> _DATA TO EXAMINE_
○ ○ ○ ○

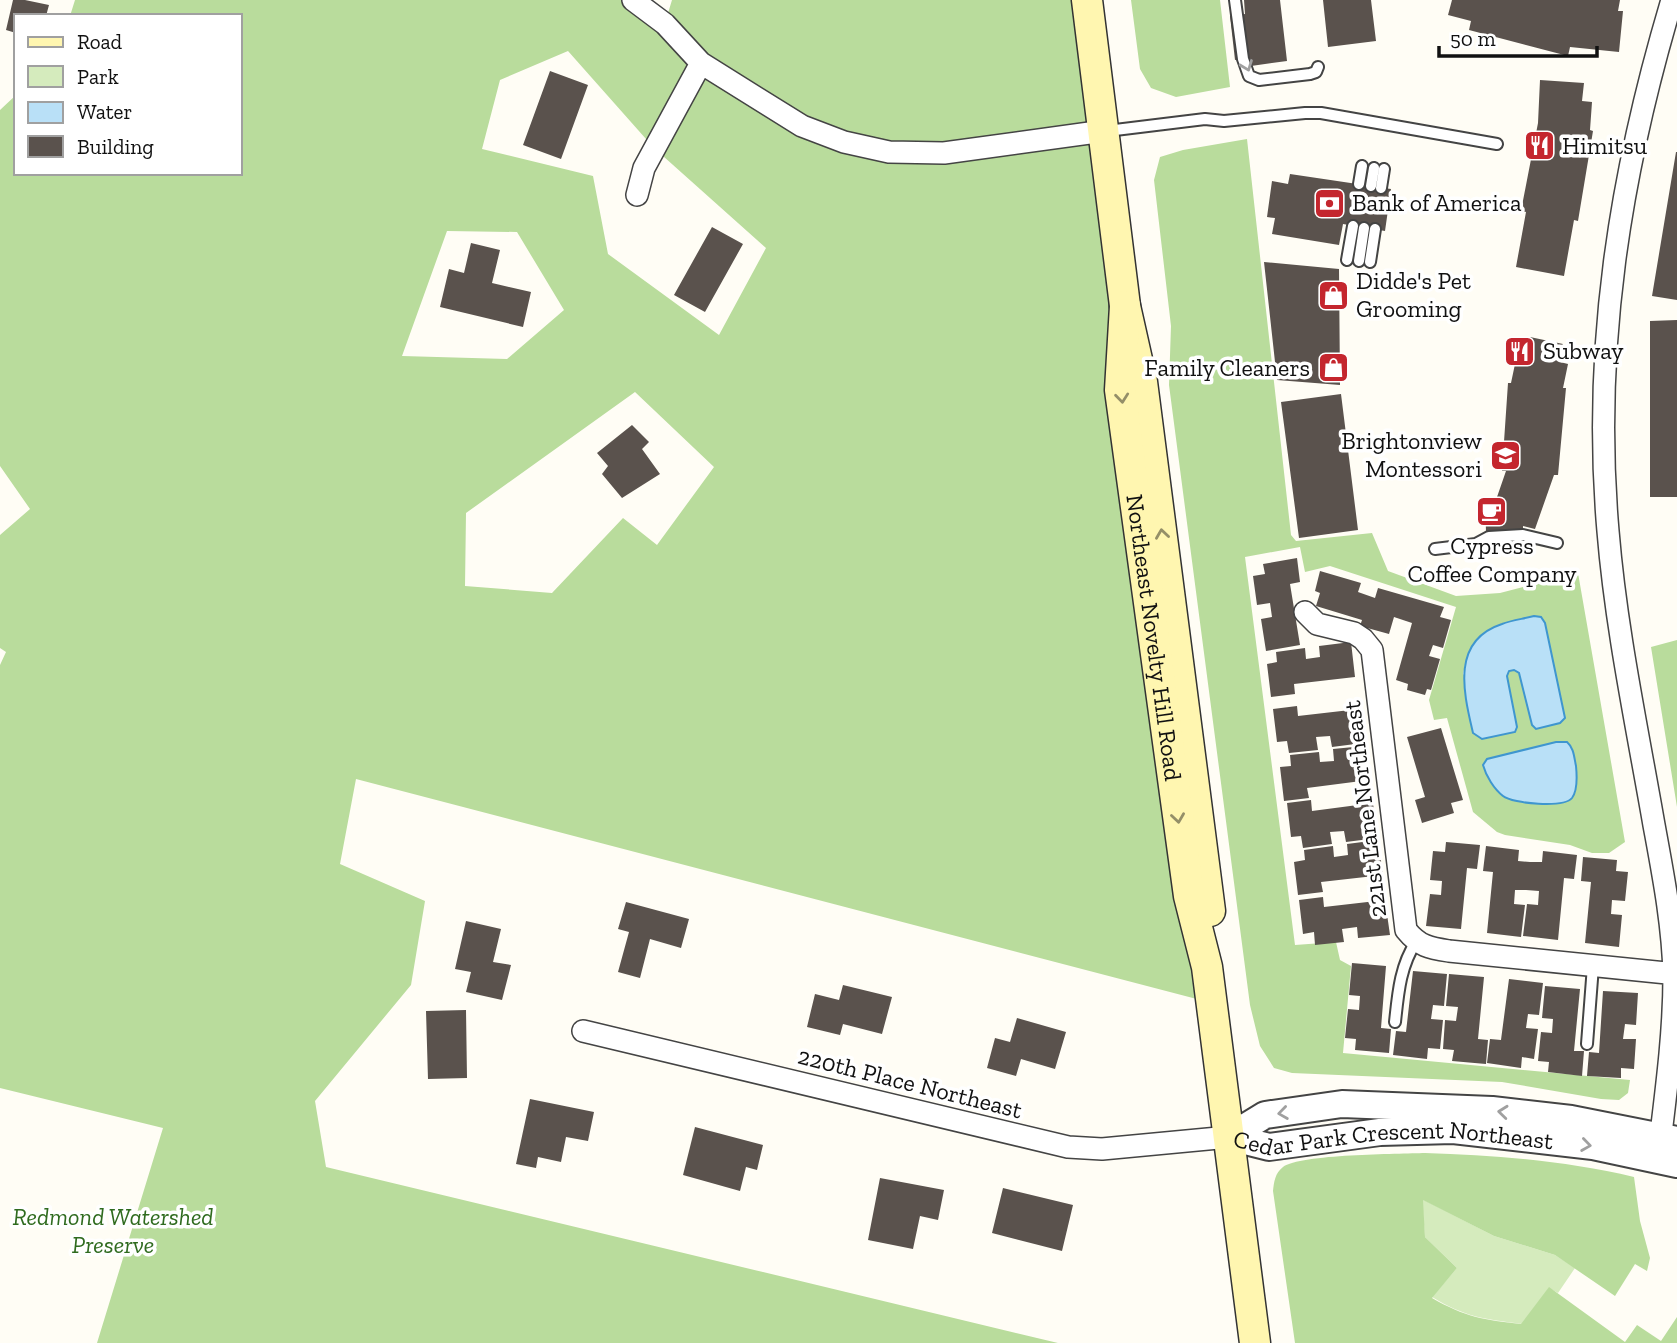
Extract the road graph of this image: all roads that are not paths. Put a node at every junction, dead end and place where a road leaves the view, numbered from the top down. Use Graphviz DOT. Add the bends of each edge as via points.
graph roads {
  1 [pos="633,0"];
  2 [pos="1087,0"];
  3 [pos="1235,0"];
  4 [pos="1672,0"];
  5 [pos="701,62"];
  6 [pos="1318,67"];
  7 [pos="1104,131"];
  8 [pos="1497,144"];
  9 [pos="1374,168"];
  10 [pos="637,195"];
  11 [pos="1364,228"];
  12 [pos="1557,543"];
  13 [pos="1435,549"];
  14 [pos="1305,612"];
  15 [pos="1416,942"];
  16 [pos="1593,966"];
  17 [pos="1675,974"];
  18 [pos="1395,1022"];
  19 [pos="583,1031"];
  20 [pos="1587,1044"];
  21 [pos="1229,1137"];
  22 [pos="1668,1150"];
  23 [pos="1255,1343"];
  1 -- 5 [label="street" via="665,24"];
  2 -- 7 [label="main road, Northeast Novelty Hill Road"];
  3 -- 6 [label="lane, one-way" via="1243,59 1250,76 1259,80 1310,74"];
  4 -- 17 [label="street" via="1640,115 1617,237 1608,308 1604,412 1609,543 1667,897"];
  5 -- 7 [label="street" via="802,126 889,152 944,153"];
  5 -- 10 [label="street" via="644,168"];
  7 -- 8 [label="lane" via="1313,113"];
  7 -- 21 [label="main road, Northeast Novelty Hill Road" via="1211,902 1208,967"];
  9 -- 9 [label="lane" via="1370,186"];
  11 -- 11 [label="lane" via="1359,261"];
  12 -- 13 [label="lane" via="1512,535"];
  14 -- 15 [label="street, 221st Lane Northeast" via="1317,624 1354,633 1372,650 1406,930"];
  15 -- 16 [label="street, 221st Lane Northeast" via="1437,950"];
  15 -- 18 [label="lane" via="1401,975"];
  16 -- 17 [label="street, 221st Lane Northeast"];
  16 -- 20 [label="lane"];
  17 -- 22 [label="street"];
  19 -- 21 [label="street, 220th Place Northeast" via="1068,1147 1101,1149"];
  21 -- 22 [label="street, Cedar Park Crescent Northeast" via="1265,1115 1342,1104 1492,1110 1571,1119"];
  21 -- 23 [label="main road, Northeast Novelty Hill Road"];
}
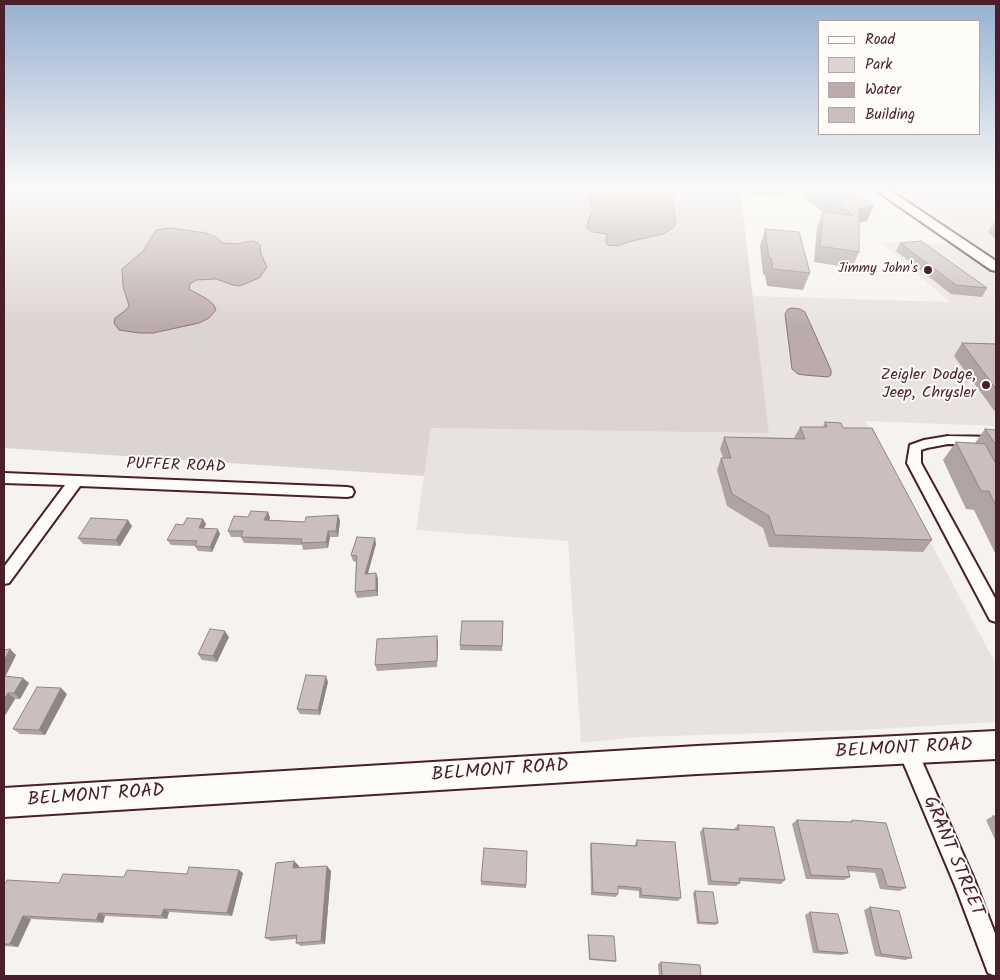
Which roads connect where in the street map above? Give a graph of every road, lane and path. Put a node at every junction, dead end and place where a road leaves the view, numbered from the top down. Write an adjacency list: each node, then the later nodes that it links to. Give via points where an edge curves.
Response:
1 (947, 235): 2 (main road)
2 (996, 268)
3 (996, 441): 8 (street, via 948,440 924,444 915,448 914,463)
4 (4, 478): 5 (street, PUFFER ROAD)
5 (76, 481): 6 (street, PUFFER ROAD); 7 (street)
6 (347, 492)
7 (4, 578)
8 (996, 615)
9 (996, 745): 10 (main road, BELMONT ROAD)
10 (907, 750): 11 (main road, BELMONT ROAD); 12 (street, GRANT STREET)
11 (4, 803)
12 (996, 965)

○ ○ ○ ○

> _TASK GOAL_
Leaving out every picture, repeat the records above exactly as they stand.

> _TASK SOLUTION_
Extract the road graph of this image: all roads that are not paths. Put a node at every junction, dead end and place where a road leaves the view, numbered from the top down. Use Graphviz DOT. Add the bends of each edge as via points.
graph roads {
  1 [pos="633,0"];
  2 [pos="1087,0"];
  3 [pos="1235,0"];
  4 [pos="1672,0"];
  5 [pos="701,62"];
  6 [pos="1318,67"];
  7 [pos="1104,131"];
  8 [pos="1497,144"];
  9 [pos="1374,168"];
  10 [pos="637,195"];
  11 [pos="1364,228"];
  12 [pos="1557,543"];
  13 [pos="1435,549"];
  14 [pos="1305,612"];
  15 [pos="1416,942"];
  16 [pos="1593,966"];
  17 [pos="1675,974"];
  18 [pos="1395,1022"];
  19 [pos="583,1031"];
  20 [pos="1587,1044"];
  21 [pos="1229,1137"];
  22 [pos="1668,1150"];
  23 [pos="1255,1343"];
  1 -- 5 [label="street" via="665,24"];
  2 -- 7 [label="main road, Northeast Novelty Hill Road"];
  3 -- 6 [label="lane, one-way" via="1243,59 1250,76 1259,80 1310,74"];
  4 -- 17 [label="street" via="1640,115 1617,237 1608,308 1604,412 1609,543 1667,897"];
  5 -- 7 [label="street" via="802,126 889,152 944,153"];
  5 -- 10 [label="street" via="644,168"];
  7 -- 8 [label="lane" via="1313,113"];
  7 -- 21 [label="main road, Northeast Novelty Hill Road" via="1211,902 1208,967"];
  9 -- 9 [label="lane" via="1370,186"];
  11 -- 11 [label="lane" via="1359,261"];
  12 -- 13 [label="lane" via="1512,535"];
  14 -- 15 [label="street, 221st Lane Northeast" via="1317,624 1354,633 1372,650 1406,930"];
  15 -- 16 [label="street, 221st Lane Northeast" via="1437,950"];
  15 -- 18 [label="lane" via="1401,975"];
  16 -- 17 [label="street, 221st Lane Northeast"];
  16 -- 20 [label="lane"];
  17 -- 22 [label="street"];
  19 -- 21 [label="street, 220th Place Northeast" via="1068,1147 1101,1149"];
  21 -- 22 [label="street, Cedar Park Crescent Northeast" via="1265,1115 1342,1104 1492,1110 1571,1119"];
  21 -- 23 [label="main road, Northeast Novelty Hill Road"];
}
Which roads connect where in the street map above? Give a graph of every road, lane and path. Put a node at every junction, dead end and place where a road leaves the view, numbered from the top down. Write an adjacency list: each node, then the later nodes that it links to. Give via points where an edge curves.
Response:
1 (947, 235): 2 (main road)
2 (996, 268)
3 (996, 441): 8 (street, via 948,440 924,444 915,448 914,463)
4 (4, 478): 5 (street, PUFFER ROAD)
5 (76, 481): 6 (street, PUFFER ROAD); 7 (street)
6 (347, 492)
7 (4, 578)
8 (996, 615)
9 (996, 745): 10 (main road, BELMONT ROAD)
10 (907, 750): 11 (main road, BELMONT ROAD); 12 (street, GRANT STREET)
11 (4, 803)
12 (996, 965)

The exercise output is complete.